Дойдя до кондитерской, мы отдали хозяину наш заказ на завтра. Я просил его приготовить непременно такой же торт, какой был сделан для принца-мудреца. Накормив нас опять на том же уединенном балконе, хозяин сообщил новость, взбудоражившую Константинополь.
На этой неделе произошли невероятные события. Один из самых больших богачей города, некто Браццано, и около десяти его приятелей – таких же биржевых воротил, державших в своих руках весь торговый Константинополь, оказались шайкой злодеев, объявили себя банкротами и разорили тем самым половину города, в том числе и некоторых друзей кондитера. Часть злодеев успела бежать, часть арестована; а где находится главарь их, Браццано, никто пока не знает.
Мы выслушали его рассказ, посочувствовали горю его приятелей и вернулись домой.
Мысли о Браццано и слова сэра Уоми о том, что мой поцелуй перенес силу мирового закона пощады в его ужасную жизнь, не давали мне покоя. Я опять стал внутренне раздражаться от обилия каких-то таинственных событий и готов был крикнуть: «Я ненавижу тайны», – как услышал голос И.:
– Левушка, не все то тайна, чего ты еще не понимаешь. Но если ты собираешься обрадовать милого капитана и написать ему письмо, то в состоянии раздражения, в которое ты впал, ничего не только радостного, но и просто путного не сделаешь.
Возьми мою руку, почувствуй мою к тебе любовь и постарайся вместе с этим платком сэра Уоми передать всю свою чистую и верную дружбу капитану.
Приготовь в своей душе такое же тщательно прибранное рабочее место, как это сделал на твоем столе капитан, поставив тебе цветы, которых ты до сих пор не заметил.
Пиши ему не письмо, обдумывая стиль и каждое слово. А брось ему цветок твоей молодой души, полной порыва той высокой любви, которая заставила тебя дать поцелуй падшему, но разбитому и униженному существу.
Дай капитану такой же прощальный привет, как давали тебе его и Флорентиец, и сэр Уоми. Они думали только о тебе. Думай и ты только о нем.
Постарайся войти в его положение; подумай о предстоящей его жизни и представь себя в таких же обстоятельствах.

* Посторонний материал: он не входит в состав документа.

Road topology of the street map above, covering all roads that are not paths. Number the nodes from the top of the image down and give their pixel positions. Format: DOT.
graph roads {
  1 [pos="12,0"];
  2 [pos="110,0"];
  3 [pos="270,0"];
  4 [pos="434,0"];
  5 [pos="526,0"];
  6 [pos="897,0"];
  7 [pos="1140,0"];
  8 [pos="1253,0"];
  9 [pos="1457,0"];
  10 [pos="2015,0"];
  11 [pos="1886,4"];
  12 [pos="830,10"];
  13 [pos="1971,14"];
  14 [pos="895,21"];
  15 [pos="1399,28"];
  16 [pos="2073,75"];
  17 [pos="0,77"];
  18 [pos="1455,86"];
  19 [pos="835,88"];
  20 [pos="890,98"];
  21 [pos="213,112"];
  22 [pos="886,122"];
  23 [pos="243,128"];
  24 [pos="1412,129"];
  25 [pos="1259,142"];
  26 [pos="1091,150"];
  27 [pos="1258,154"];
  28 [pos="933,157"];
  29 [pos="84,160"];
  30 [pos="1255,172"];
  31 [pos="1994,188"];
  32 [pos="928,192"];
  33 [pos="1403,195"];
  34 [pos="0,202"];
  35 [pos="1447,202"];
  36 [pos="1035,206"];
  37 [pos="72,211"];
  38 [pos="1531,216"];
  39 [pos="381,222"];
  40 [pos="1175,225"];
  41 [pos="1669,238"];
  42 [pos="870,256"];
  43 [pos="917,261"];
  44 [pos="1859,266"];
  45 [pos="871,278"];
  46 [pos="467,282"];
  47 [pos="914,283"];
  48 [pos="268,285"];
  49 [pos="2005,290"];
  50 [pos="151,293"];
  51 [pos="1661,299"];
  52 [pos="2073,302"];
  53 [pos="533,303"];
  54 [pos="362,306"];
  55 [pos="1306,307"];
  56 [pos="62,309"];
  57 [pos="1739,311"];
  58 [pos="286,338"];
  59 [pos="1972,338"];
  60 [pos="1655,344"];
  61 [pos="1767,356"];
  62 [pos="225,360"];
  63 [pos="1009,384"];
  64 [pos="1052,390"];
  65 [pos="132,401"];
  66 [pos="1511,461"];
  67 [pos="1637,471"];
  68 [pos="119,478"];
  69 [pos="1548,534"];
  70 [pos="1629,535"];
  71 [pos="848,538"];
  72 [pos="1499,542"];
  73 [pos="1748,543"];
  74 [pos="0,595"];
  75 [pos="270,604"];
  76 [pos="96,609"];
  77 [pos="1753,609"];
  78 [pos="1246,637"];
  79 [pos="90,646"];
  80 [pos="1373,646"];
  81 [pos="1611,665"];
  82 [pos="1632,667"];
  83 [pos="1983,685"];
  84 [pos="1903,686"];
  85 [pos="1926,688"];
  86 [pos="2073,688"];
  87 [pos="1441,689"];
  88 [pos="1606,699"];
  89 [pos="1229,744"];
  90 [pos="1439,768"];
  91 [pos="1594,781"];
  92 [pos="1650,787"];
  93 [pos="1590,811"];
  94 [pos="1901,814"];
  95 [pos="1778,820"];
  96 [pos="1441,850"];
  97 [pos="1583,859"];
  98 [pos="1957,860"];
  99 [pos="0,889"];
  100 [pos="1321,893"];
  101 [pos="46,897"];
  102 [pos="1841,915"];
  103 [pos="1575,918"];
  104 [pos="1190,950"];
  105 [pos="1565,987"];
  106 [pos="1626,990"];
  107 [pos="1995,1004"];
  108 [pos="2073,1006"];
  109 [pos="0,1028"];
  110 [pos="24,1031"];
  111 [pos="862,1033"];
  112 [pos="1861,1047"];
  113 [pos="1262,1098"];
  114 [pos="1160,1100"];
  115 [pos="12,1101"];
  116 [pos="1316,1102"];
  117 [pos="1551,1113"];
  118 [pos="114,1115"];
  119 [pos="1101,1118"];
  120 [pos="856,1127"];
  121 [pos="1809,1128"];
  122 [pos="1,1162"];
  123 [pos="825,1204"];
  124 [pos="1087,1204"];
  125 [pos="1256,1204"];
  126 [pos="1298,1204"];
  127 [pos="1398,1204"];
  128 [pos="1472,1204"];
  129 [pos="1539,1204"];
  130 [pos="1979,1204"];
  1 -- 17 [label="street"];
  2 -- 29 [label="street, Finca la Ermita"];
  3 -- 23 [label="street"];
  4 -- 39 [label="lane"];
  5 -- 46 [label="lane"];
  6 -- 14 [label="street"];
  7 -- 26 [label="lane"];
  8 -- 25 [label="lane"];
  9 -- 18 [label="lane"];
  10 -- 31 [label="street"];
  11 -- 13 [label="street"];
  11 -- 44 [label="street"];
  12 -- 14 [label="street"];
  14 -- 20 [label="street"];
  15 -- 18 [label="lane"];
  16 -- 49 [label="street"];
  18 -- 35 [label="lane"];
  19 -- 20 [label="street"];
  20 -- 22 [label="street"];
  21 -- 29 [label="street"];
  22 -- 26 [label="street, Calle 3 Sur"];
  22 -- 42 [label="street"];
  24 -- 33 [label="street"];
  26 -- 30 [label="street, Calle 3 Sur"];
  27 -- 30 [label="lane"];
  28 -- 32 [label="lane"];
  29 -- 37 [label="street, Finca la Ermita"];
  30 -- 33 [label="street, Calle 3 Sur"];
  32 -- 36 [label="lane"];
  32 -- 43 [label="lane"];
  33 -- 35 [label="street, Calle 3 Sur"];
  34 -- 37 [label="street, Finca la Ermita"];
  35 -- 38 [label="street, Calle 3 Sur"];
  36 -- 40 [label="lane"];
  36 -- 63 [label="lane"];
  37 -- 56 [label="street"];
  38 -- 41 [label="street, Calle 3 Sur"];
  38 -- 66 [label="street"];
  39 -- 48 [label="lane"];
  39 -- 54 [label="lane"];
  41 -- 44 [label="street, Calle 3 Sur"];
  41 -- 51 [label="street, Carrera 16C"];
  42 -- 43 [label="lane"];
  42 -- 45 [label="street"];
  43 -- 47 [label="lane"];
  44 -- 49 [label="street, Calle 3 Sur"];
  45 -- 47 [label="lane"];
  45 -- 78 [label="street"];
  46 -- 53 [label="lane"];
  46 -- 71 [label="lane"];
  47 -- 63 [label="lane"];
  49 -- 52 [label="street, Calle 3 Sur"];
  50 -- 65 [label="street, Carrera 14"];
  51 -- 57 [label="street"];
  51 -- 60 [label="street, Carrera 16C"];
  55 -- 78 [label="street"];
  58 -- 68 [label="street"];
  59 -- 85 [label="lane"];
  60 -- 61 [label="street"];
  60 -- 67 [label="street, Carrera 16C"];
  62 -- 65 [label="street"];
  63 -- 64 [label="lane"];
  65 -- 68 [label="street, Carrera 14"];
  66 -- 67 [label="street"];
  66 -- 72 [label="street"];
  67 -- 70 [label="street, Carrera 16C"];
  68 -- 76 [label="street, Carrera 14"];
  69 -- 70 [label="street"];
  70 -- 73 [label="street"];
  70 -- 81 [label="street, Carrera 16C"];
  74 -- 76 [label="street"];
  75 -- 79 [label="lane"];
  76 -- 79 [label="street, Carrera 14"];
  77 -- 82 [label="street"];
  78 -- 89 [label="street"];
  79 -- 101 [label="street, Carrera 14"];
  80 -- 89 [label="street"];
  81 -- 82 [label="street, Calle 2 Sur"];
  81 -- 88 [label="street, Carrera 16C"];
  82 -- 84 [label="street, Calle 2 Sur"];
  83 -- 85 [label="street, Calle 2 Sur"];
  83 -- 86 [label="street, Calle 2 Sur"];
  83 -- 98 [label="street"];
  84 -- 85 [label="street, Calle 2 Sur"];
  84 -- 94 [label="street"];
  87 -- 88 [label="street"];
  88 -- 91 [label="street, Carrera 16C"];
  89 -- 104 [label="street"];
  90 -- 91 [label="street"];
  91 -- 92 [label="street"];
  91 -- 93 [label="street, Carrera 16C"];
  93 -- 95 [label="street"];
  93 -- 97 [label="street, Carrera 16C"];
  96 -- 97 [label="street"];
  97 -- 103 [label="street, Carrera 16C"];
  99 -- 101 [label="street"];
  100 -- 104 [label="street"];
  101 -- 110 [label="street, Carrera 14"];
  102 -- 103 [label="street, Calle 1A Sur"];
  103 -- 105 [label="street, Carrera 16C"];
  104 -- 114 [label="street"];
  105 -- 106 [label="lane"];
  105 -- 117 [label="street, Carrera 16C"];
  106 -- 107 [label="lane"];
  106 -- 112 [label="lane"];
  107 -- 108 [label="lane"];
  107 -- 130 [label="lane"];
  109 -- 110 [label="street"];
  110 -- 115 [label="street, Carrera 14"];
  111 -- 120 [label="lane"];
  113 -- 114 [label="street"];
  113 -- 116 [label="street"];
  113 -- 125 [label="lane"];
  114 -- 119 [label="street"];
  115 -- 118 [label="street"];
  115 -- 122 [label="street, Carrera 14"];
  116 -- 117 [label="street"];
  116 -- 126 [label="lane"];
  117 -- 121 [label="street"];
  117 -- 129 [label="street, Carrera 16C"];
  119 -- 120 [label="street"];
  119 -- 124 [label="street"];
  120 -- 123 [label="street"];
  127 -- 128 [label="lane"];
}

Любовь к человеку поведет твое перо с таким тактом, что капитан поймет и увидит в лице твоем друга не временного, в зависимости от меняющихся условий; а друга неизменно верного, готового явиться на помощь по первому зову и разделить все несчастья или всю радость.
И. стоял, обнимая меня, голос его звучал так ласково. Я точно растворился в каком-то покое, радости, благоговении. Все мелкое, ничтожное отошло прочь.
Я увидел самый высокий, скрытый от всех, храм человеческого сердца, о котором не говорят, но который движет и животворит все, что ему встречается.
Мне стало хорошо. Я взял из рук И. синий платок, пошел в его комнату за обещанной книгой и вернулся к себе, чтобы сесть за письмо.
Не много писем писал я на своем веку с такой радостью и с такой умиленной душой, как писал в этот раз капитану. Точно само мое сердце водило моим пером, так легко и весело я писал.
«Мой дорогой друг, мой храбрый капитан, который еще ни разу в жизни не любил до конца, не был ни верен, ни бесстрашен до конца, – писал я. – В эту минуту, когда я переживаю разлуку с Вами, – и кто может знать, как долго продлится она, – сердце мое открыто Вам действительно до конца. И все мысли моей ловиворонной головы, как и все силы сердца, принадлежат в эту минуту Вам одному.
Пытки разлуки, так томящей людей, пытки неизвестности, заставляющей оплакивать любимое существо, покидающее нас для нового периода неведомой жизни, – не существует для меня.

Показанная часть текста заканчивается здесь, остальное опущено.